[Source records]

◆ ◆ ◆ ◆ ◆ ◆ ◆

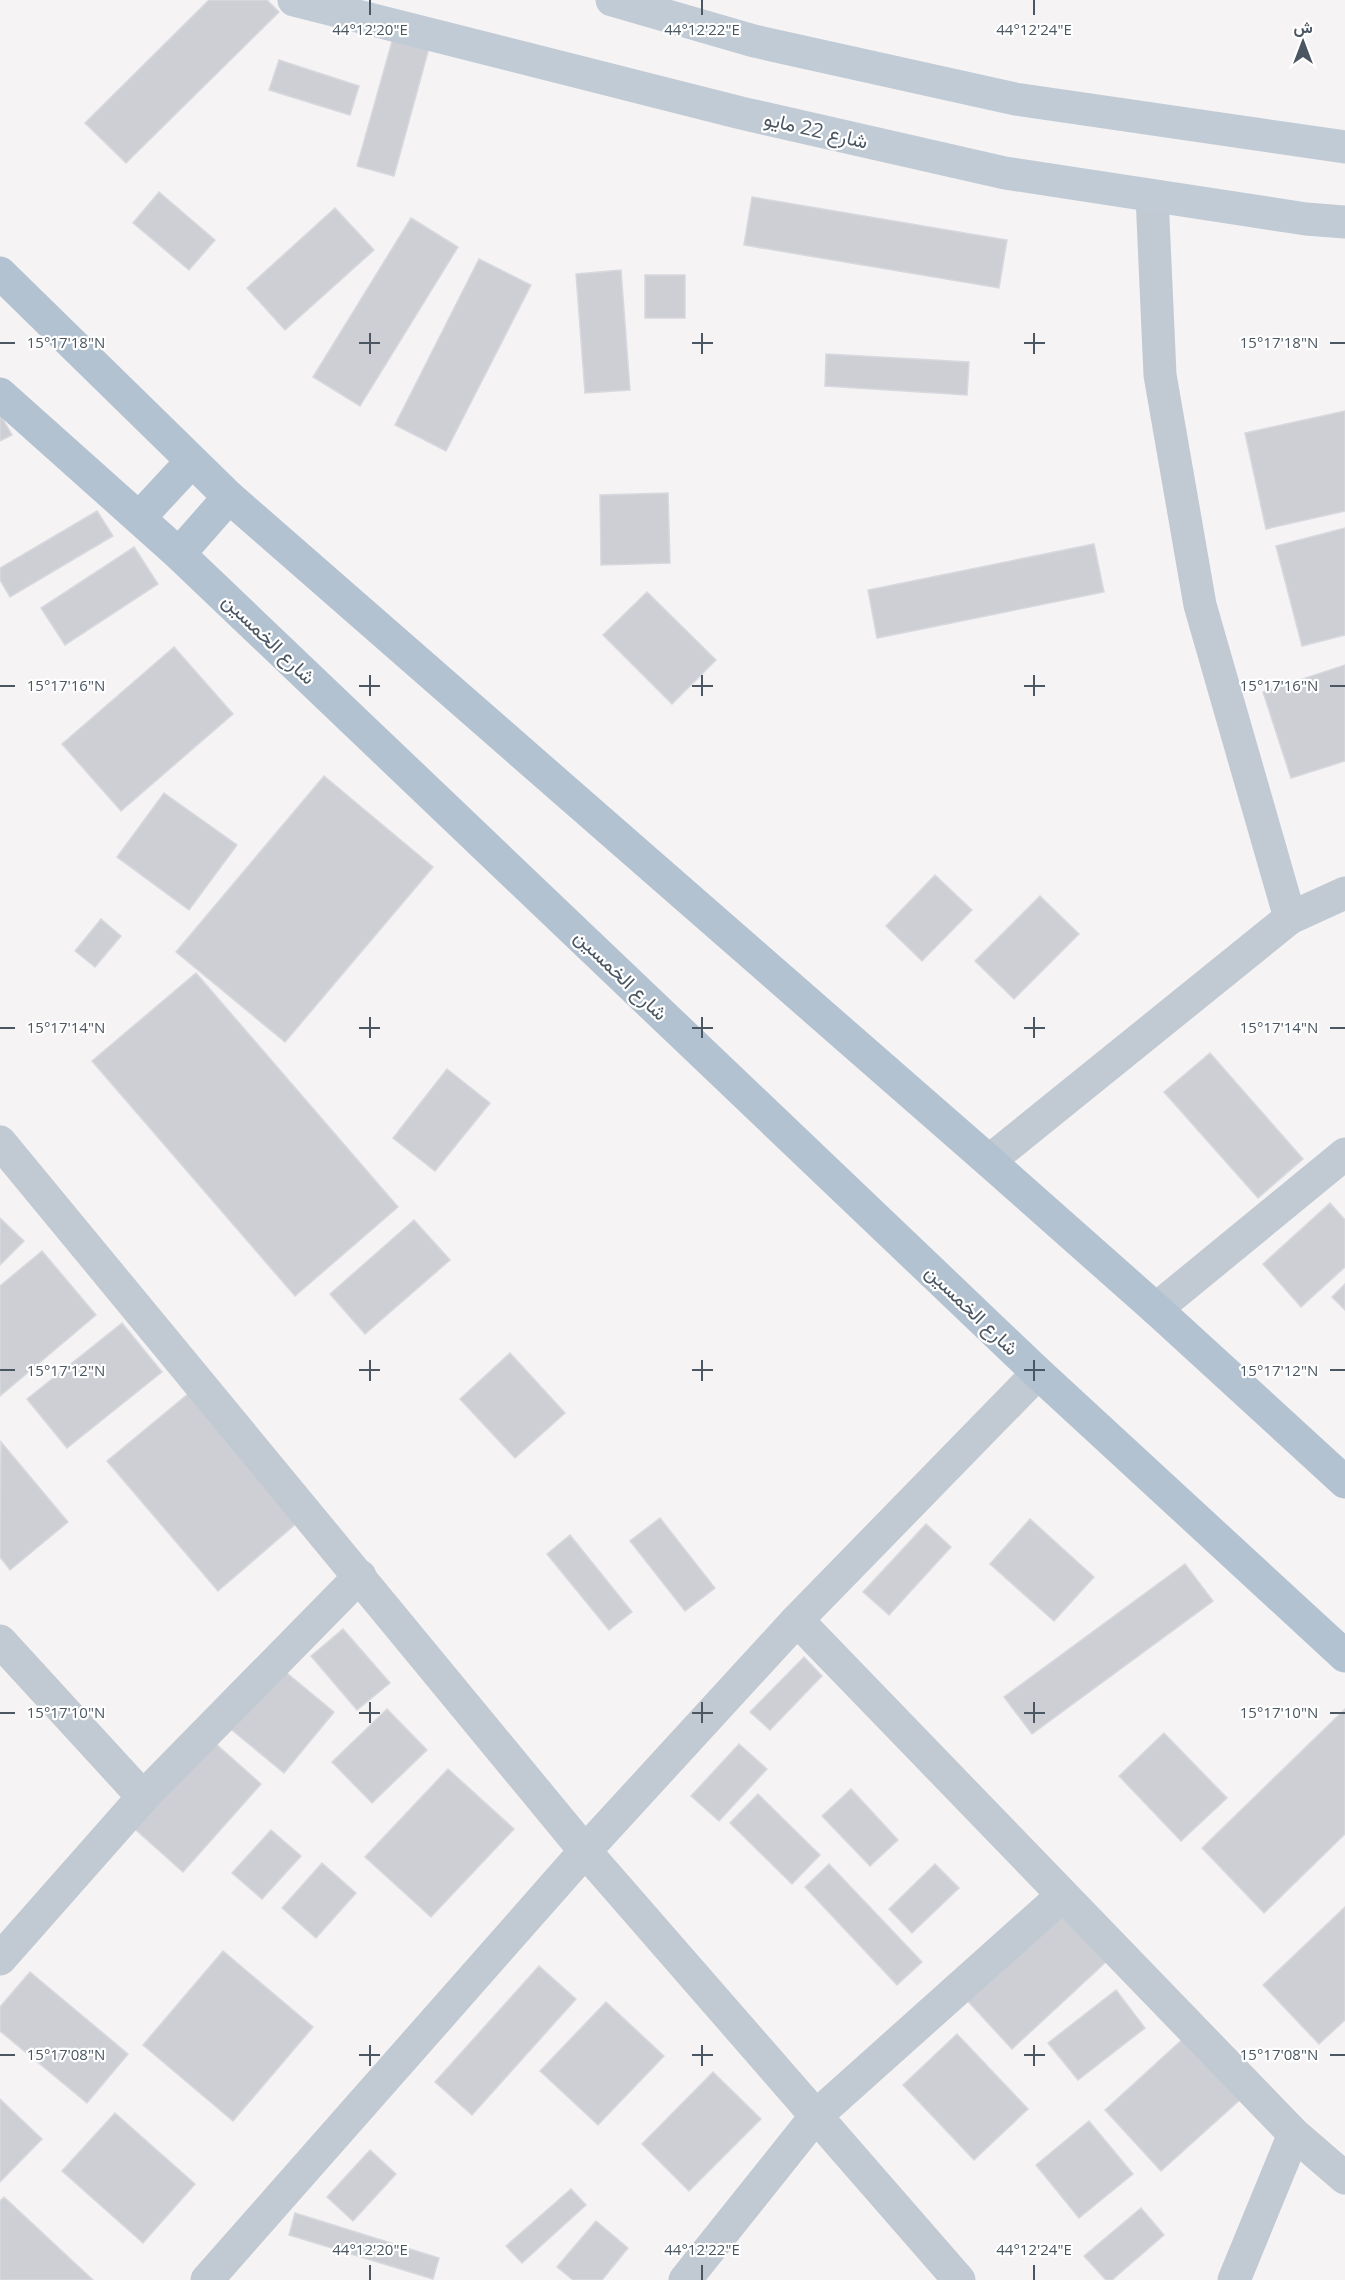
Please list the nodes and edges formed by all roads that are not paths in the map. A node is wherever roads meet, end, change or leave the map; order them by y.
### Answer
1 (294, 0) edge
2 (612, 0) edge
3 (1345, 147) edge
4 (1152, 196) junction
5 (1345, 222) edge
6 (0, 273) edge
7 (0, 394) edge
8 (192, 461) junction
9 (229, 497) junction
10 (139, 518) junction
11 (179, 554) junction
12 (1345, 893) edge
13 (1290, 918) junction
14 (0, 1142) edge
15 (1345, 1154) edge
16 (988, 1161) junction
17 (1156, 1308) junction
18 (1038, 1373) junction
19 (1345, 1482) edge
20 (360, 1576) junction
21 (797, 1620) junction
22 (0, 1641) edge
23 (1345, 1656) edge
24 (143, 1797) junction
25 (585, 1851) junction
26 (1063, 1895) junction
27 (0, 1959) edge
28 (816, 2116) junction
29 (1294, 2134) junction
30 (1345, 2178) edge
31 (207, 2280) edge
32 (685, 2280) edge
33 (959, 2280) edge
34 (1234, 2280) edge

1 - 4 main road, شارع 22 مايو
2 - 3 main road
4 - 5 main road, شارع 22 مايو
4 - 13 street
6 - 8 main road
7 - 10 main road, شارع الخمسين
8 - 9 main road
8 - 10 main road
9 - 11 main road
9 - 16 main road
10 - 11 main road, شارع الخمسين
11 - 18 main road, شارع الخمسين
12 - 13 street
13 - 16 street
14 - 20 street
15 - 17 street
16 - 17 main road
17 - 19 main road
18 - 21 street
18 - 23 main road, شارع الخمسين
20 - 24 street
20 - 25 street
21 - 25 street
21 - 26 street
22 - 24 street
24 - 27 street
25 - 28 street
25 - 31 street
26 - 28 street
26 - 29 street
28 - 32 street
28 - 33 street
29 - 30 street
29 - 34 street

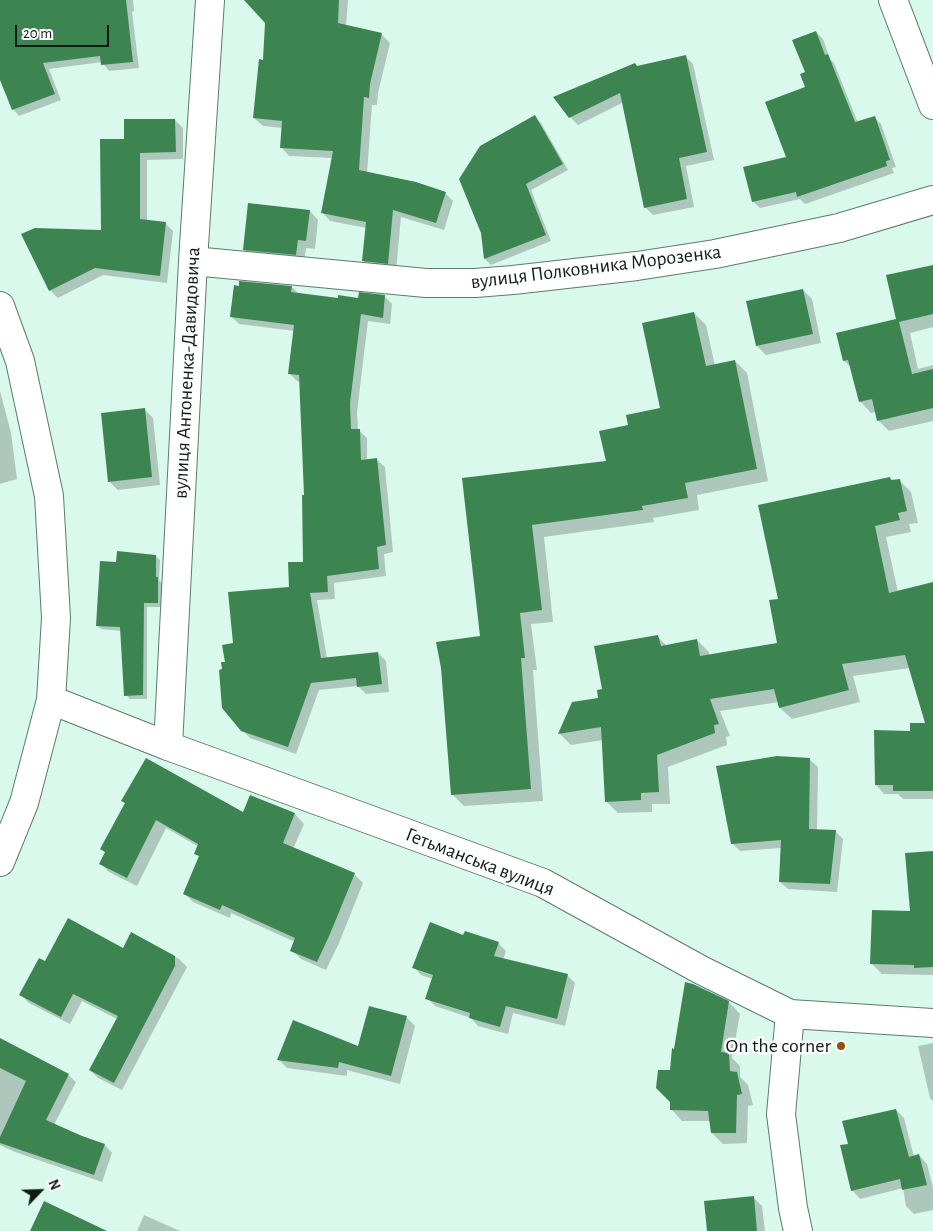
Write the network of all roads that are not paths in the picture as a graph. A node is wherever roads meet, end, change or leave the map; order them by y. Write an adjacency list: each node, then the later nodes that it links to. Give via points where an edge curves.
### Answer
1 (210, 0): 5 (street, вулиця Антоненка-Давидовича)
2 (893, 0): 3 (street)
3 (933, 105)
4 (933, 200): 5 (street, вулиця Полковника Морозенка, via 839,228 715,254 513,280 426,283)
5 (192, 262): 8 (street, вулиця Антоненка-Давидовича)
6 (0, 306): 7 (street, via 20,362 49,496 56,618)
7 (51, 700): 8 (street, Гетьманська вулиця); 9 (street, via 24,803)
8 (168, 746): 10 (street, Гетьманська вулиця, via 543,883 701,970)
9 (0, 862)
10 (790, 1014): 11 (street, Гетьманська вулиця); 12 (street, via 781,1114)
11 (933, 1023)
12 (798, 1231)

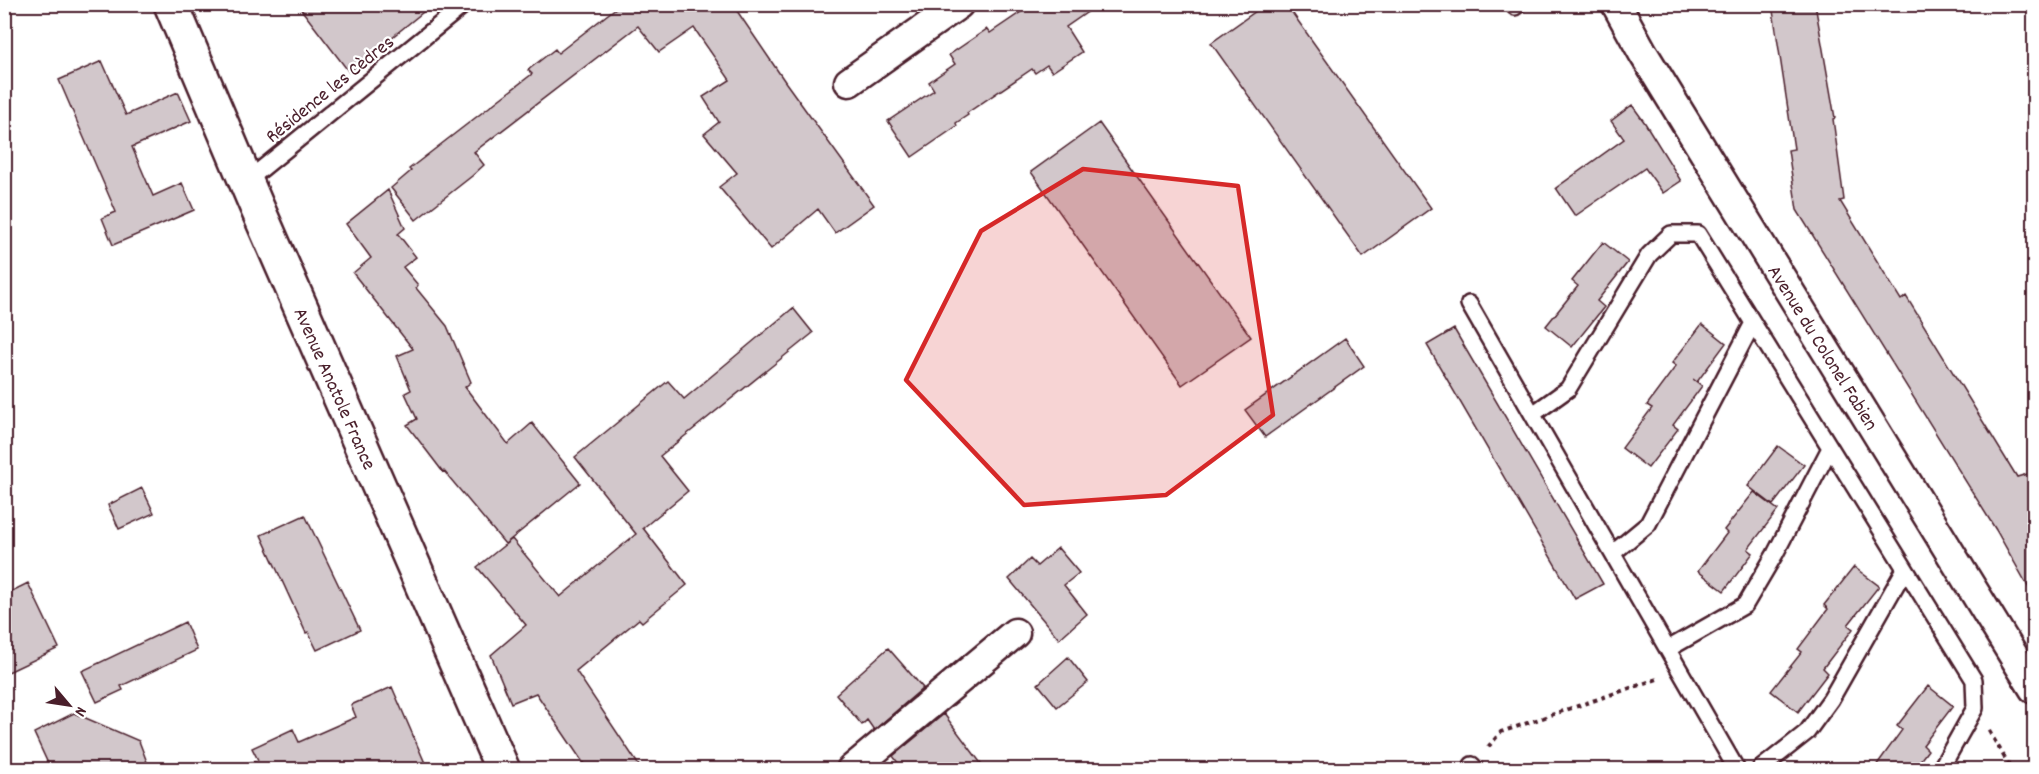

◆ ◆ ◆ ◆ ◆ ◆ ◆

■ WORK TO COMPLETE: All the records need to be set down word for word, with the images left out.

■ RESULT:
Please list the nodes and edges formed by all roads that are not paths in the map. A node is wherever roads meet, end, change or leave the map; order them by y.
### Answer
1 (294, 0) edge
2 (612, 0) edge
3 (1345, 147) edge
4 (1152, 196) junction
5 (1345, 222) edge
6 (0, 273) edge
7 (0, 394) edge
8 (192, 461) junction
9 (229, 497) junction
10 (139, 518) junction
11 (179, 554) junction
12 (1345, 893) edge
13 (1290, 918) junction
14 (0, 1142) edge
15 (1345, 1154) edge
16 (988, 1161) junction
17 (1156, 1308) junction
18 (1038, 1373) junction
19 (1345, 1482) edge
20 (360, 1576) junction
21 (797, 1620) junction
22 (0, 1641) edge
23 (1345, 1656) edge
24 (143, 1797) junction
25 (585, 1851) junction
26 (1063, 1895) junction
27 (0, 1959) edge
28 (816, 2116) junction
29 (1294, 2134) junction
30 (1345, 2178) edge
31 (207, 2280) edge
32 (685, 2280) edge
33 (959, 2280) edge
34 (1234, 2280) edge

1 - 4 main road, شارع 22 مايو
2 - 3 main road
4 - 5 main road, شارع 22 مايو
4 - 13 street
6 - 8 main road
7 - 10 main road, شارع الخمسين
8 - 9 main road
8 - 10 main road
9 - 11 main road
9 - 16 main road
10 - 11 main road, شارع الخمسين
11 - 18 main road, شارع الخمسين
12 - 13 street
13 - 16 street
14 - 20 street
15 - 17 street
16 - 17 main road
17 - 19 main road
18 - 21 street
18 - 23 main road, شارع الخمسين
20 - 24 street
20 - 25 street
21 - 25 street
21 - 26 street
22 - 24 street
24 - 27 street
25 - 28 street
25 - 31 street
26 - 28 street
26 - 29 street
28 - 32 street
28 - 33 street
29 - 30 street
29 - 34 street

Write the network of all roads that are not paths in the picture as a graph. A node is wherever roads meet, end, change or leave the map; order them by y. Write an adjacency list: each node, then the later nodes that it links to. Give via points where an edge curves.
### Answer
1 (210, 0): 5 (street, вулиця Антоненка-Давидовича)
2 (893, 0): 3 (street)
3 (933, 105)
4 (933, 200): 5 (street, вулиця Полковника Морозенка, via 839,228 715,254 513,280 426,283)
5 (192, 262): 8 (street, вулиця Антоненка-Давидовича)
6 (0, 306): 7 (street, via 20,362 49,496 56,618)
7 (51, 700): 8 (street, Гетьманська вулиця); 9 (street, via 24,803)
8 (168, 746): 10 (street, Гетьманська вулиця, via 543,883 701,970)
9 (0, 862)
10 (790, 1014): 11 (street, Гетьманська вулиця); 12 (street, via 781,1114)
11 (933, 1023)
12 (798, 1231)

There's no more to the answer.